Co-prevalence of Antibody Responses against Different AAV Serotypes (A) Prevalence (% of donors) of NAbs against AAV8, AAV2, AAV5, and AAV1 in healthy donors and patients with hemophilia B from different regions. nd, not determined. (B) Co-prevalence (% of donors) of NAbs against AAV8, AAV2, and AAV5. The graph includes all donors from the EU1, EU2, EU3, and US2 cohorts from (A) that were positive for at least one of the serotypes. (C) The proportion of NAb-positive donors with IgG, suggesting that NAbs against AAV8 and AAV5 are always class switched. IgG ELISA was carried out with a starting dilution of 1:5. (D) Correlation between NAbs and IgG against AAV5 (linear regression: n = 180, R² = 0.8652, p < 0.0001).

Figure 3

Prevalence of T Cell Responses against Different AAV Serotypes Frequency of capsid-specific (A) IFN-γ- or (B) IL-2-secreting T cells detected using ELISpot analysis in PBMCs from 90 healthy donors. PBMCs were stimulated with AAV8, AAV5, or AAV2 peptide pools for 18 to 24 h.
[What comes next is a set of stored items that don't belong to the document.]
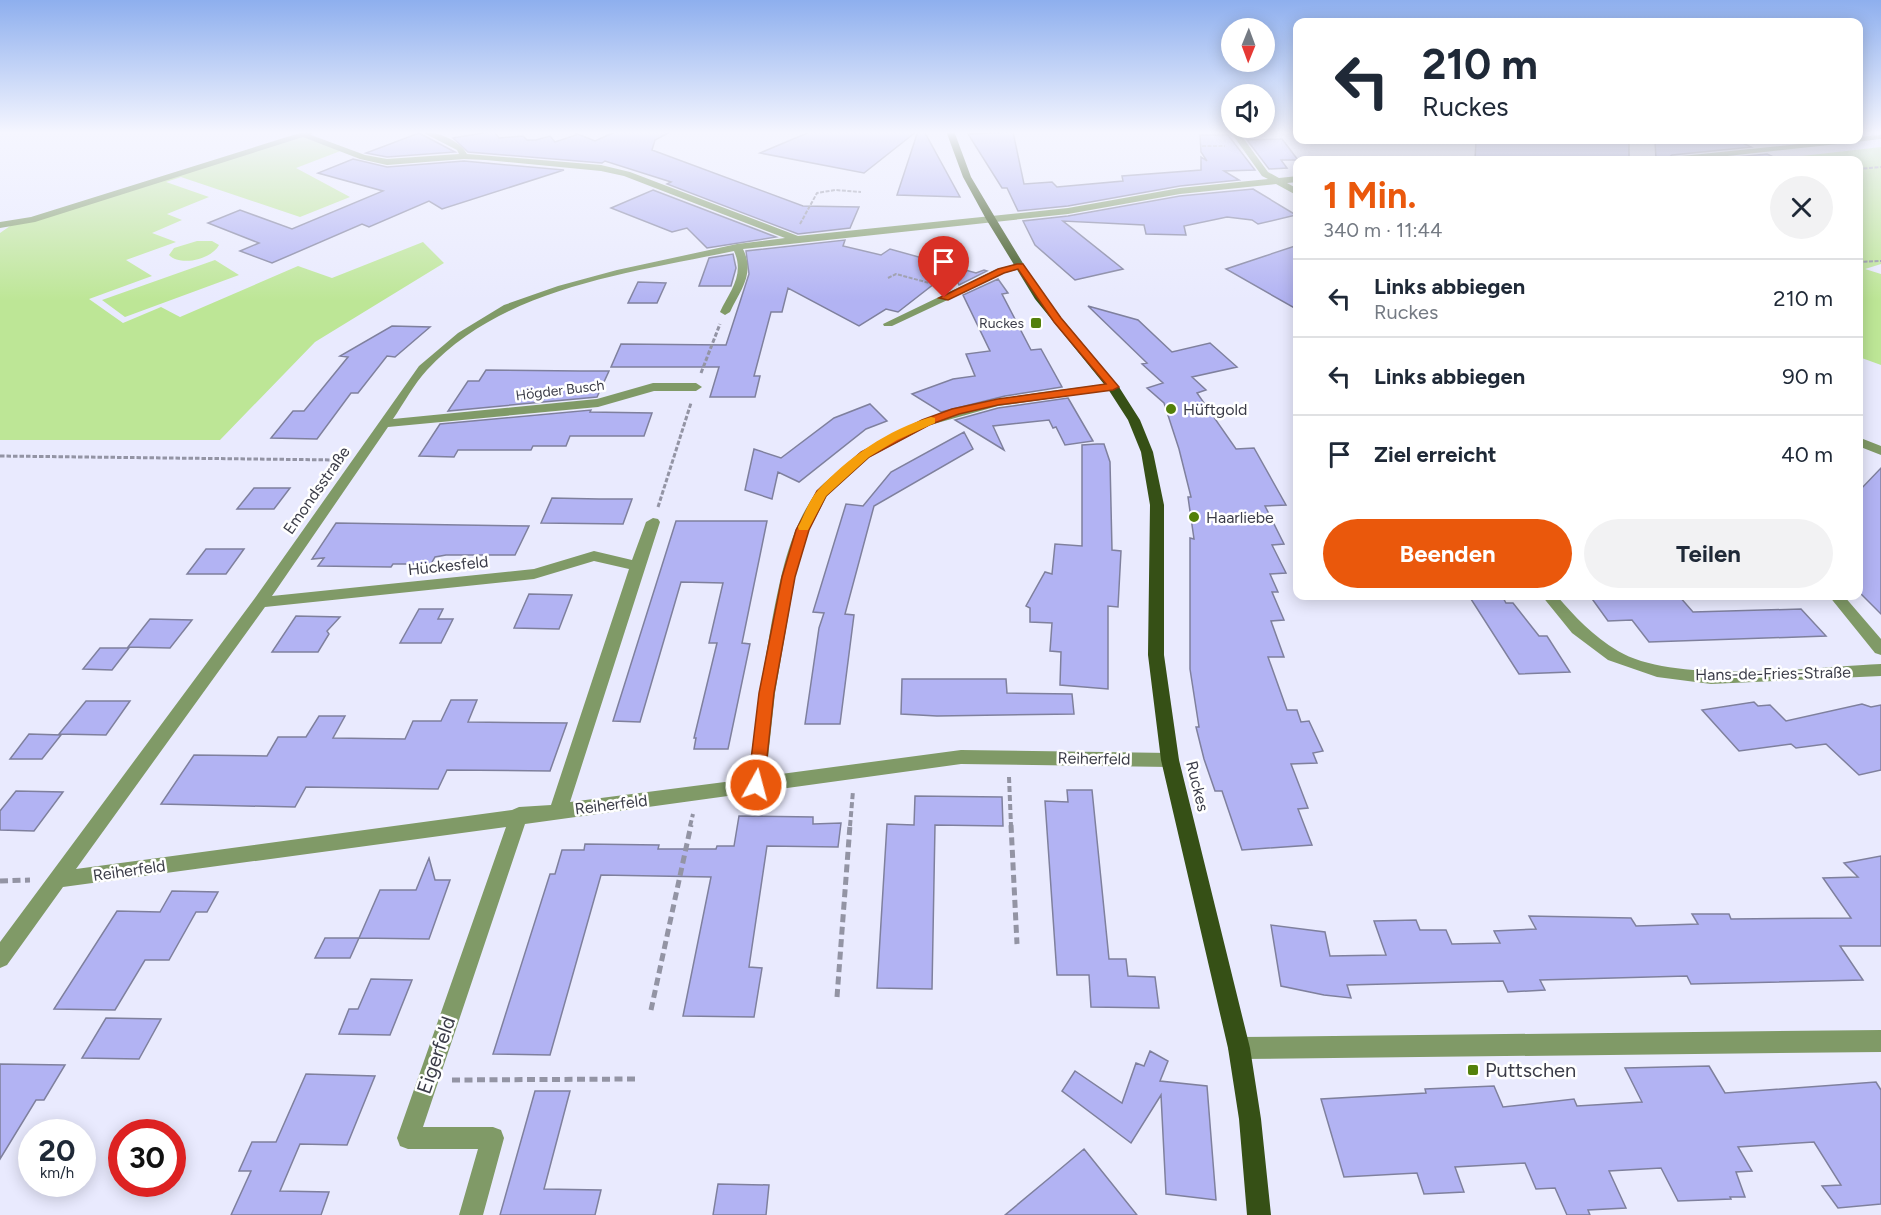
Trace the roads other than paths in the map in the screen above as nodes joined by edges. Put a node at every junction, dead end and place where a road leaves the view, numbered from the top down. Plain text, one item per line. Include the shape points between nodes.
1 (135, 188) edge
2 (663, 188) edge
3 (973, 188) edge
4 (1208, 188) edge
5 (991, 219) junction
6 (0, 225) edge
7 (793, 237) junction
8 (737, 247) junction
9 (1020, 266) junction
10 (724, 312) road end
11 (888, 324) dead end
12 (696, 387) road end
13 (1113, 387) junction
14 (383, 424) junction
15 (1863, 444) edge
16 (1881, 451) edge
17 (653, 522) road end
18 (637, 566) junction
19 (1552, 600) edge
20 (1839, 600) edge
21 (260, 602) junction
22 (1881, 649) edge
23 (1881, 670) edge
24 (1170, 760) junction
25 (756, 785) junction
26 (558, 811) junction
27 (519, 815) junction
28 (54, 880) junction
29 (0, 958) edge
30 (1881, 1041) edge
31 (1239, 1048) junction
32 (471, 1215) edge
33 (1259, 1215) edge

1 - 6 street via 32,220
2 - 7 street
3 - 5 main road, Ruckes
4 - 5 street, Emondsstraße via 1068,211
5 - 7 street, Emondsstraße
5 - 9 main road, Ruckes
7 - 8 street, Emondsstraße
8 - 10 street via 744,260 744,276
8 - 14 street, Emondsstraße via 617,273 508,307 462,335 423,368
9 - 11 street via 1001,271
9 - 13 main road, Ruckes via 1051,312
12 - 14 street, Högder Busch via 653,387 598,403
13 - 24 main road, Ruckes via 1134,420 1153,478 1157,505 1156,655
13 - 25 street via 998,402 926,422 865,454 821,494 802,530 788,577 767,693
14 - 21 street, Emondsstraße
15 - 16 street
17 - 18 street
18 - 21 street, Hückesfeld via 594,556 534,574
18 - 26 street
19 - 23 street, Hans-de-Fries-Straße via 1577,629 1614,656 1657,672 1712,678
20 - 22 street
21 - 28 street, Emondsstraße
24 - 25 street, Reiherfeld via 961,757
24 - 31 main road, Ruckes
25 - 26 street, Reiherfeld
26 - 27 street, Reiherfeld
27 - 28 street, Reiherfeld
27 - 32 street, Eigerfeld via 408,1138 494,1138
28 - 29 street, Emondsstraße
30 - 31 street
31 - 33 main road, Ruckes

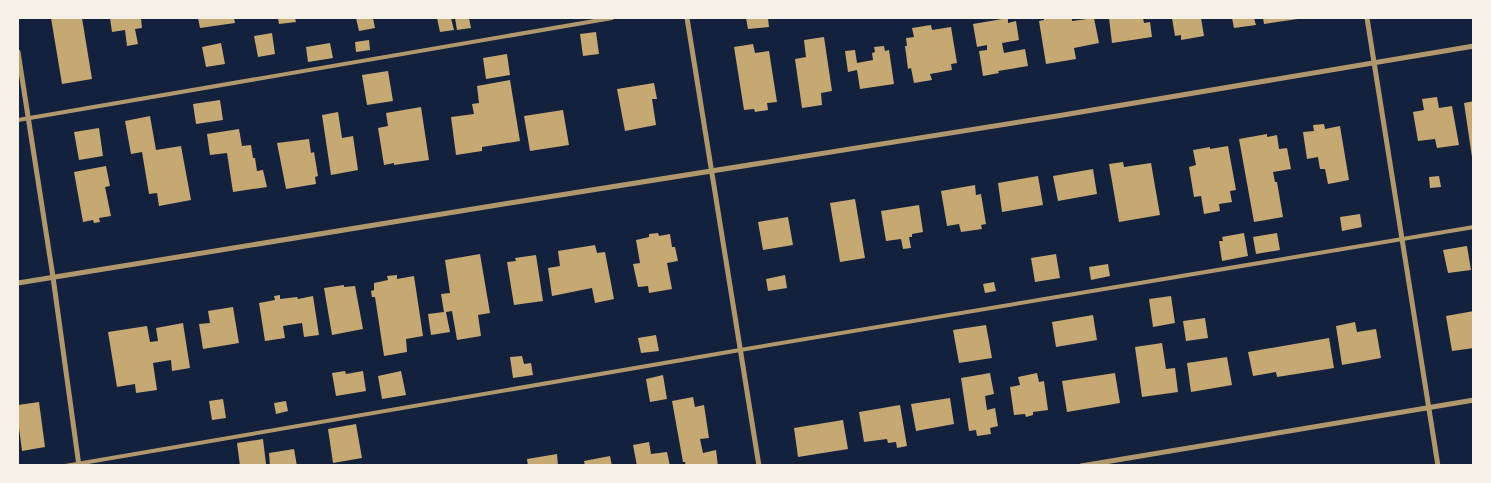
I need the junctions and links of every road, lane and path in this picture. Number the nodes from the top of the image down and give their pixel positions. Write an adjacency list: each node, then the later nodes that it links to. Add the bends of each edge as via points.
1 (612, 18): 7 (lane)
2 (687, 18): 9 (street)
3 (1366, 18): 6 (street)
4 (1474, 46): 6 (street)
5 (18, 52): 7 (street)
6 (1374, 63): 9 (street); 11 (street)
7 (28, 118): 8 (lane); 12 (street)
8 (18, 120)
9 (712, 172): 12 (street); 14 (street)
10 (1474, 228): 11 (lane)
11 (1402, 239): 14 (lane); 16 (street)
12 (53, 277): 13 (street); 17 (street)
13 (18, 283)
14 (740, 350): 17 (lane); 19 (street)
15 (1474, 400): 16 (street)
16 (1429, 408): 20 (street); 21 (street)
17 (79, 464): 18 (lane)
18 (66, 466)
19 (759, 466)
20 (1081, 466)
21 (1438, 466)

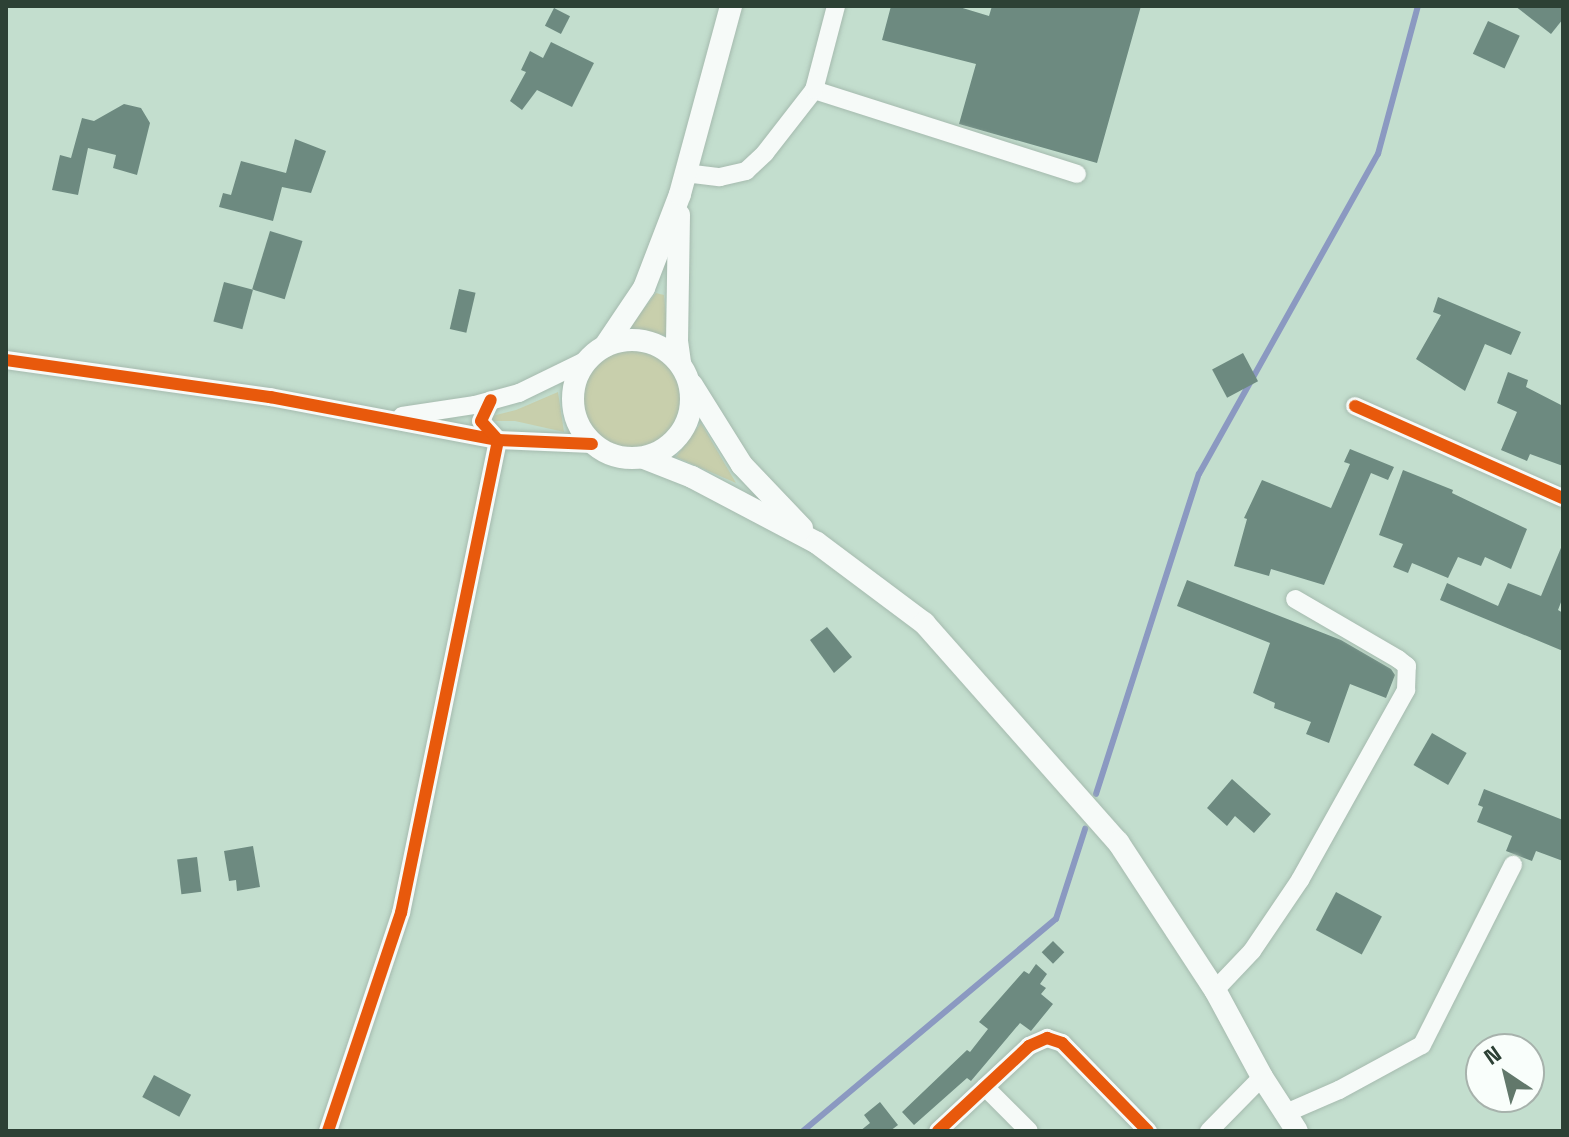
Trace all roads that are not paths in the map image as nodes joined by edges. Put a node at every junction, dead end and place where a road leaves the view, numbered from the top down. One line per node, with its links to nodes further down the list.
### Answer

The percentage of donors positive for each peptide pool is depicted, showing a similar prevalence for all serotypes. (C) Table showing percentage of donors with detectable IFN-γ and IL-2 T cell responses against AAV2, AAV5, and AAV8.

Figure 4

Correlation between T Cell and Antibody Responses against Different AAV Serotypes AAV-specific T cells were analyzed using an IFN-γ ELISpot assay in PBMCs from 90 healthy donors (the same donors as in Figure 3). The prevalence of T cells directed against AAV8, AAV5, and AAV2 was compared between (A) NAb-positive and NAb-negative or (B) IgG-positive and IgG-negative donors, indicating no correlation between T cell and antibody responses against AAV. The tables depict the proportion of IFN-γ-positive donors from each column of the figure.

Figure 5

Development of Anti-AAV8 NAb Titers over Time (A) NAb titers from 30 healthy donors were analyzed at least three times during the course of up to 3 years. The figure shows the serological status of donors at the first time point. Within the donors that did not seroconvert (n = 24), 16 donors were negative, 2 donors had borderline NAb titers, and 6 had NAb titers >1:10 at the first time point. In contrast, none of the donors that seroconverted (n = 6) had an NAb titer >1:10. One of these donors was negative and 5 had borderline NAb titers at the first time point. (B) Fluctuations in NAb titer of the donors who seroconverted over time. The dashed line shows the seroconversion threshold (assay cutoff).